[Saved data entries]

━━━━━━

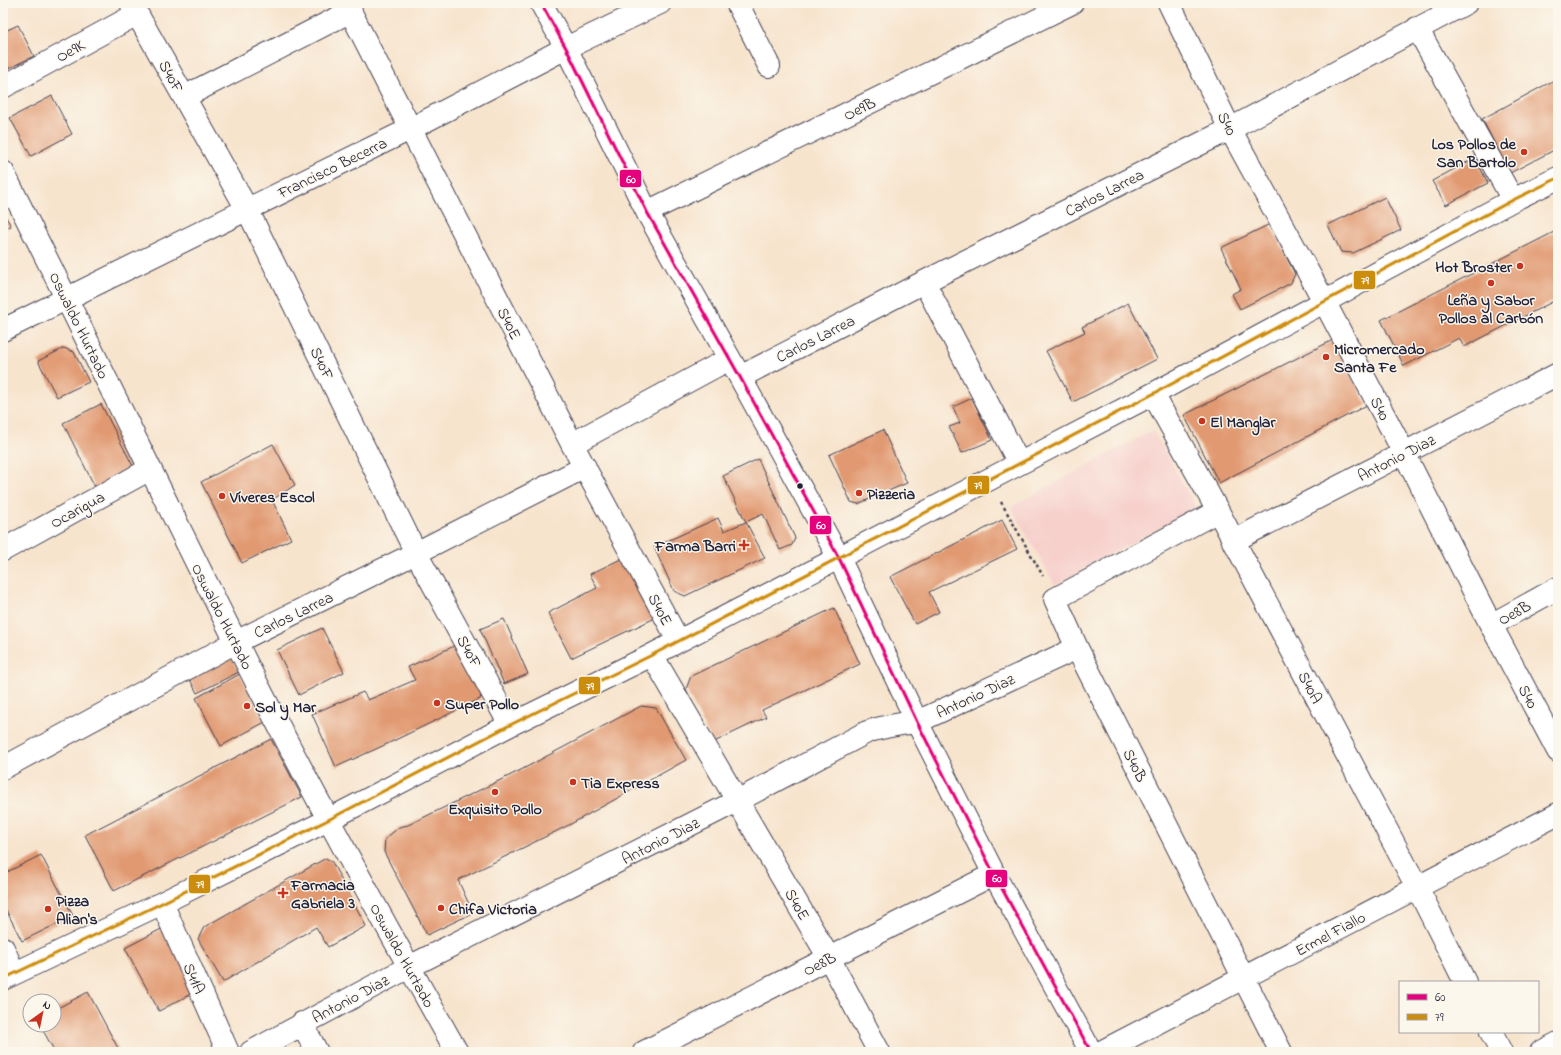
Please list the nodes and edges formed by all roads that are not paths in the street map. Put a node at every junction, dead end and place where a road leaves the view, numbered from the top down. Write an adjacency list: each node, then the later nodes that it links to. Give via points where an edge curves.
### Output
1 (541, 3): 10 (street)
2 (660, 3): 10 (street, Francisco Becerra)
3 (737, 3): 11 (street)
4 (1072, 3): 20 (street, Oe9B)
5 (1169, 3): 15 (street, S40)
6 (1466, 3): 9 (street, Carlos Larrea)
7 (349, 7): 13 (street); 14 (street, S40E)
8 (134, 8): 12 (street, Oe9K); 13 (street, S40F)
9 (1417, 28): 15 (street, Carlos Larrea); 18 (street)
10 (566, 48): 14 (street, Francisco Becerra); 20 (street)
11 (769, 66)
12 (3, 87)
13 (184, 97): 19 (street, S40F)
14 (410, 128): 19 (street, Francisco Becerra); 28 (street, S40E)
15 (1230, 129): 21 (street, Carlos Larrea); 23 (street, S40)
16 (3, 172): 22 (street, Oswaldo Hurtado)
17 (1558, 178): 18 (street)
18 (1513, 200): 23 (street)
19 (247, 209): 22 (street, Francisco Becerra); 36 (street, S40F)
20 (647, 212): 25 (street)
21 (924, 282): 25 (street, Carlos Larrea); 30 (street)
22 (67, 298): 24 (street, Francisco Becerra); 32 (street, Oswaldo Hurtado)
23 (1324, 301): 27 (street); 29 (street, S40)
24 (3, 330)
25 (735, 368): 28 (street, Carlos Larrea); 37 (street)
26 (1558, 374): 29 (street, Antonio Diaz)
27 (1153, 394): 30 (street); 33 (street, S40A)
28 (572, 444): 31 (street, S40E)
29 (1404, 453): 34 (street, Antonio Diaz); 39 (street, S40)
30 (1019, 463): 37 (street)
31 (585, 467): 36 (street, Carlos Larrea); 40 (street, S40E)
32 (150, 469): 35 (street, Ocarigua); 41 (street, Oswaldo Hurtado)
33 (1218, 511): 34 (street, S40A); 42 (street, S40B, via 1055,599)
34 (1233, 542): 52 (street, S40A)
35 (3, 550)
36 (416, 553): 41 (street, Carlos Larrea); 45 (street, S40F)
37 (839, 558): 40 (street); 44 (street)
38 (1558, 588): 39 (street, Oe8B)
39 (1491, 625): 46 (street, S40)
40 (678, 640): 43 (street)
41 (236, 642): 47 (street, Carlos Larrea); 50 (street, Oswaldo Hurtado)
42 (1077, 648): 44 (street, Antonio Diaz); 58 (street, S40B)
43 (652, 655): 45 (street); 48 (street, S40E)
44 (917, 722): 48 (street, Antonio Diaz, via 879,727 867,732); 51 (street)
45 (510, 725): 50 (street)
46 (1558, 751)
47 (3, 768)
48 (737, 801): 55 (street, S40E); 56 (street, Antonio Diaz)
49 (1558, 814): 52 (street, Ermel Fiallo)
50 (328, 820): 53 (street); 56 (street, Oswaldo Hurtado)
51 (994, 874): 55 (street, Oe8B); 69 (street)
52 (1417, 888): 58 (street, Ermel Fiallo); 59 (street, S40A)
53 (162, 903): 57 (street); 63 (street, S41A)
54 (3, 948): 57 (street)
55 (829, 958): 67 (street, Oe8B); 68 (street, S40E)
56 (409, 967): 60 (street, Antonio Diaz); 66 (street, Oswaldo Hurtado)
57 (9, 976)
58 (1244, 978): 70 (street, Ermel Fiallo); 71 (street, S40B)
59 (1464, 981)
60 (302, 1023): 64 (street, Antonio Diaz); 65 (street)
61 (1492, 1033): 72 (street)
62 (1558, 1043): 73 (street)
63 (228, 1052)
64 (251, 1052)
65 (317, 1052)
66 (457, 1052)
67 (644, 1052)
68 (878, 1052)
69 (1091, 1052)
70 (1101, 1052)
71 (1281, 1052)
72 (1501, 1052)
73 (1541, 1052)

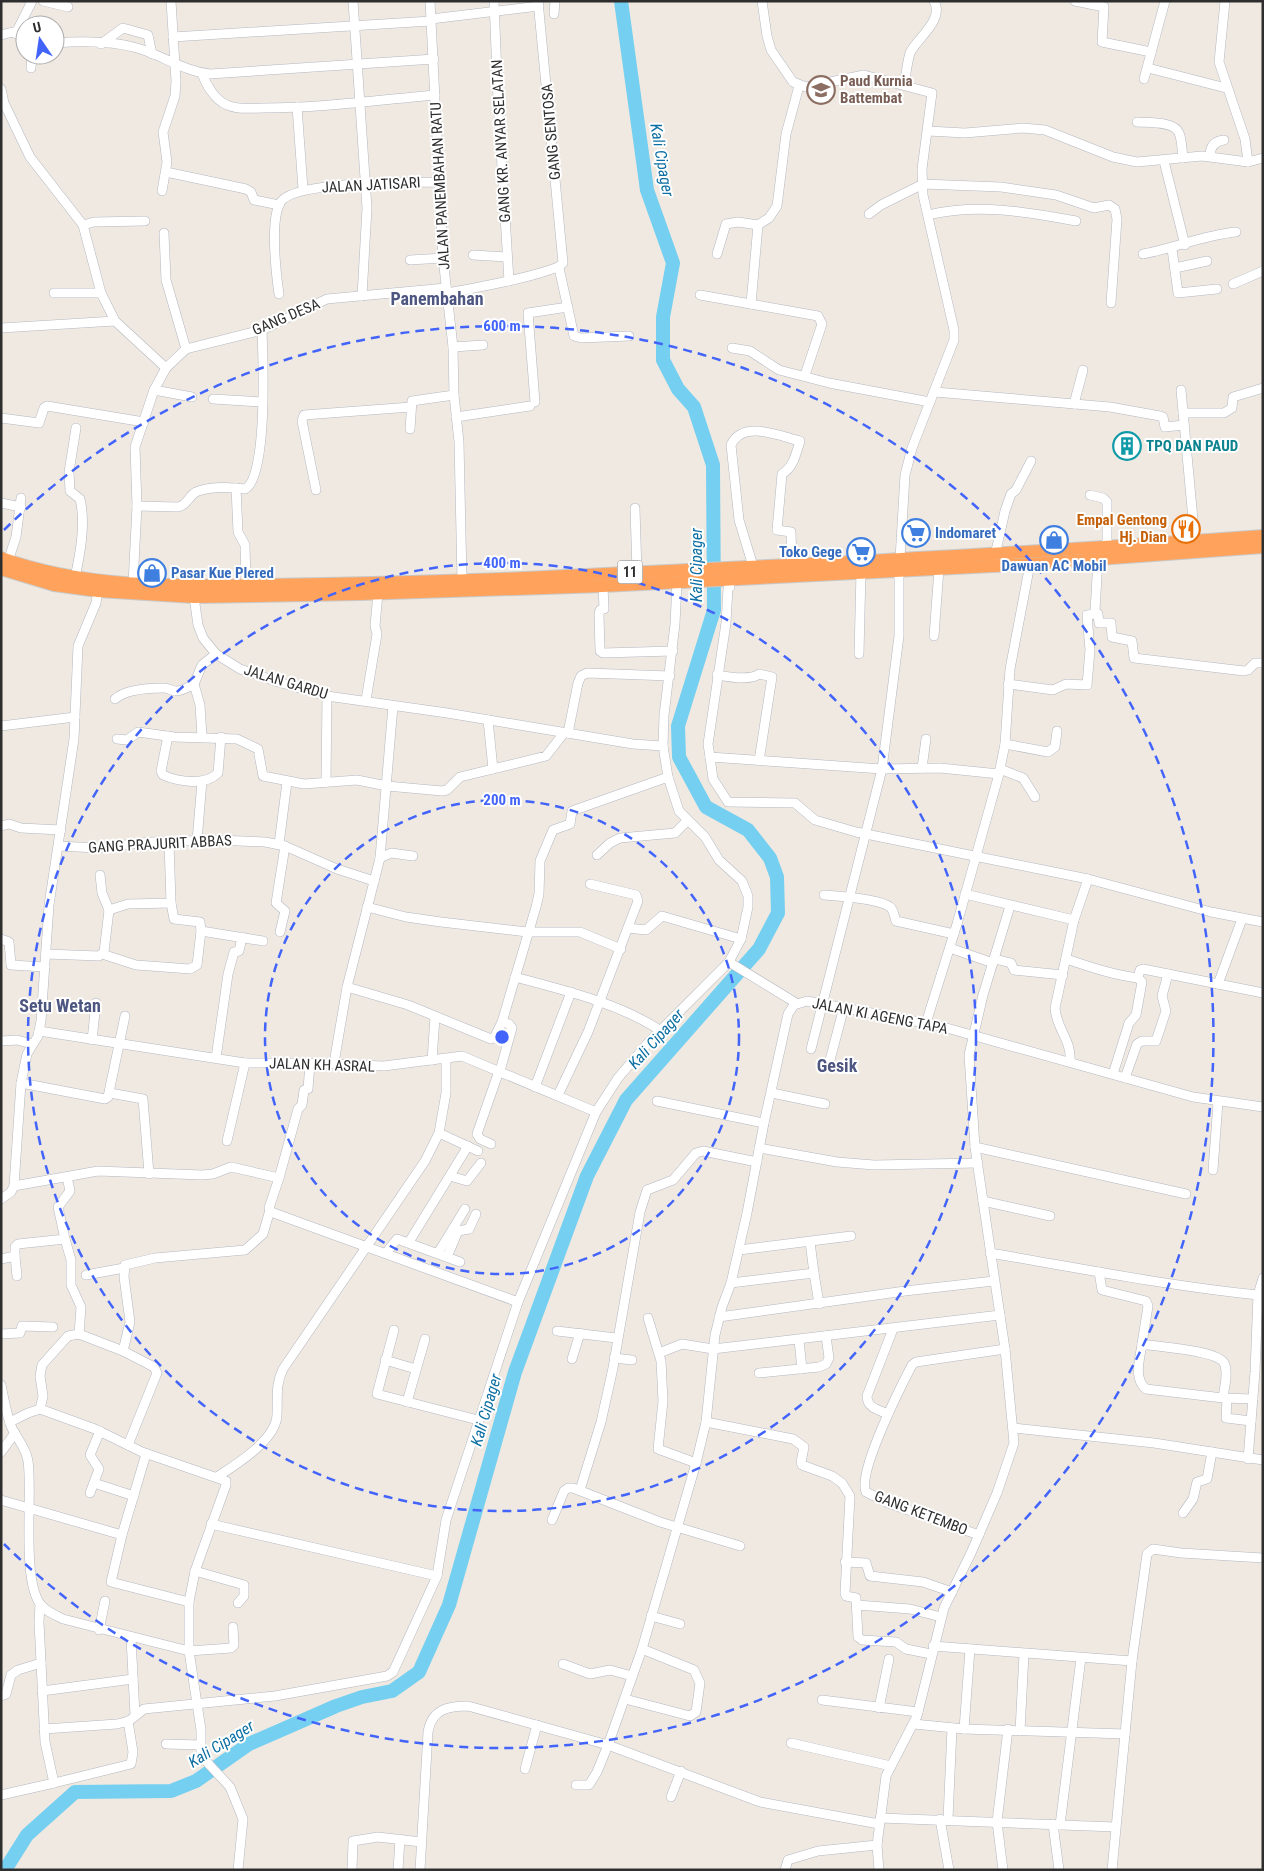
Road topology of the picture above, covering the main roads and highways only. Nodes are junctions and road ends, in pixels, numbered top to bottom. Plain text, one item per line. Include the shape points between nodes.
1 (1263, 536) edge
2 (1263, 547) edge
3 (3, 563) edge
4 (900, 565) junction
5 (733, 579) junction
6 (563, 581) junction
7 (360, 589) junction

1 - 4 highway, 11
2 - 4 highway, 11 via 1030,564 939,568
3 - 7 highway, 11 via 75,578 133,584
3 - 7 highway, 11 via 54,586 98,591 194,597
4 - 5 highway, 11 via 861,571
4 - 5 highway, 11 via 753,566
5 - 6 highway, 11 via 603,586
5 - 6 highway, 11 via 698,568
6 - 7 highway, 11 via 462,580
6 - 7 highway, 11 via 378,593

━━━━━━

▸ EXERCISE
Provide an exact copy of the records, excluding every picture.

▸ ANSWER FOR THE TASK
Please list the nodes and edges formed by all roads that are not paths in the street map. Put a node at every junction, dead end and place where a road leaves the view, numbered from the top down. Write an adjacency list: each node, then the later nodes that it links to. Give via points where an edge curves.
### Output
1 (541, 3): 10 (street)
2 (660, 3): 10 (street, Francisco Becerra)
3 (737, 3): 11 (street)
4 (1072, 3): 20 (street, Oe9B)
5 (1169, 3): 15 (street, S40)
6 (1466, 3): 9 (street, Carlos Larrea)
7 (349, 7): 13 (street); 14 (street, S40E)
8 (134, 8): 12 (street, Oe9K); 13 (street, S40F)
9 (1417, 28): 15 (street, Carlos Larrea); 18 (street)
10 (566, 48): 14 (street, Francisco Becerra); 20 (street)
11 (769, 66)
12 (3, 87)
13 (184, 97): 19 (street, S40F)
14 (410, 128): 19 (street, Francisco Becerra); 28 (street, S40E)
15 (1230, 129): 21 (street, Carlos Larrea); 23 (street, S40)
16 (3, 172): 22 (street, Oswaldo Hurtado)
17 (1558, 178): 18 (street)
18 (1513, 200): 23 (street)
19 (247, 209): 22 (street, Francisco Becerra); 36 (street, S40F)
20 (647, 212): 25 (street)
21 (924, 282): 25 (street, Carlos Larrea); 30 (street)
22 (67, 298): 24 (street, Francisco Becerra); 32 (street, Oswaldo Hurtado)
23 (1324, 301): 27 (street); 29 (street, S40)
24 (3, 330)
25 (735, 368): 28 (street, Carlos Larrea); 37 (street)
26 (1558, 374): 29 (street, Antonio Diaz)
27 (1153, 394): 30 (street); 33 (street, S40A)
28 (572, 444): 31 (street, S40E)
29 (1404, 453): 34 (street, Antonio Diaz); 39 (street, S40)
30 (1019, 463): 37 (street)
31 (585, 467): 36 (street, Carlos Larrea); 40 (street, S40E)
32 (150, 469): 35 (street, Ocarigua); 41 (street, Oswaldo Hurtado)
33 (1218, 511): 34 (street, S40A); 42 (street, S40B, via 1055,599)
34 (1233, 542): 52 (street, S40A)
35 (3, 550)
36 (416, 553): 41 (street, Carlos Larrea); 45 (street, S40F)
37 (839, 558): 40 (street); 44 (street)
38 (1558, 588): 39 (street, Oe8B)
39 (1491, 625): 46 (street, S40)
40 (678, 640): 43 (street)
41 (236, 642): 47 (street, Carlos Larrea); 50 (street, Oswaldo Hurtado)
42 (1077, 648): 44 (street, Antonio Diaz); 58 (street, S40B)
43 (652, 655): 45 (street); 48 (street, S40E)
44 (917, 722): 48 (street, Antonio Diaz, via 879,727 867,732); 51 (street)
45 (510, 725): 50 (street)
46 (1558, 751)
47 (3, 768)
48 (737, 801): 55 (street, S40E); 56 (street, Antonio Diaz)
49 (1558, 814): 52 (street, Ermel Fiallo)
50 (328, 820): 53 (street); 56 (street, Oswaldo Hurtado)
51 (994, 874): 55 (street, Oe8B); 69 (street)
52 (1417, 888): 58 (street, Ermel Fiallo); 59 (street, S40A)
53 (162, 903): 57 (street); 63 (street, S41A)
54 (3, 948): 57 (street)
55 (829, 958): 67 (street, Oe8B); 68 (street, S40E)
56 (409, 967): 60 (street, Antonio Diaz); 66 (street, Oswaldo Hurtado)
57 (9, 976)
58 (1244, 978): 70 (street, Ermel Fiallo); 71 (street, S40B)
59 (1464, 981)
60 (302, 1023): 64 (street, Antonio Diaz); 65 (street)
61 (1492, 1033): 72 (street)
62 (1558, 1043): 73 (street)
63 (228, 1052)
64 (251, 1052)
65 (317, 1052)
66 (457, 1052)
67 (644, 1052)
68 (878, 1052)
69 (1091, 1052)
70 (1101, 1052)
71 (1281, 1052)
72 (1501, 1052)
73 (1541, 1052)

Road topology of the picture above, covering the main roads and highways only. Nodes are junctions and road ends, in pixels, numbered top to bottom. Plain text, one item per line. Include the shape points between nodes.
1 (1263, 536) edge
2 (1263, 547) edge
3 (3, 563) edge
4 (900, 565) junction
5 (733, 579) junction
6 (563, 581) junction
7 (360, 589) junction

1 - 4 highway, 11
2 - 4 highway, 11 via 1030,564 939,568
3 - 7 highway, 11 via 75,578 133,584
3 - 7 highway, 11 via 54,586 98,591 194,597
4 - 5 highway, 11 via 861,571
4 - 5 highway, 11 via 753,566
5 - 6 highway, 11 via 603,586
5 - 6 highway, 11 via 698,568
6 - 7 highway, 11 via 462,580
6 - 7 highway, 11 via 378,593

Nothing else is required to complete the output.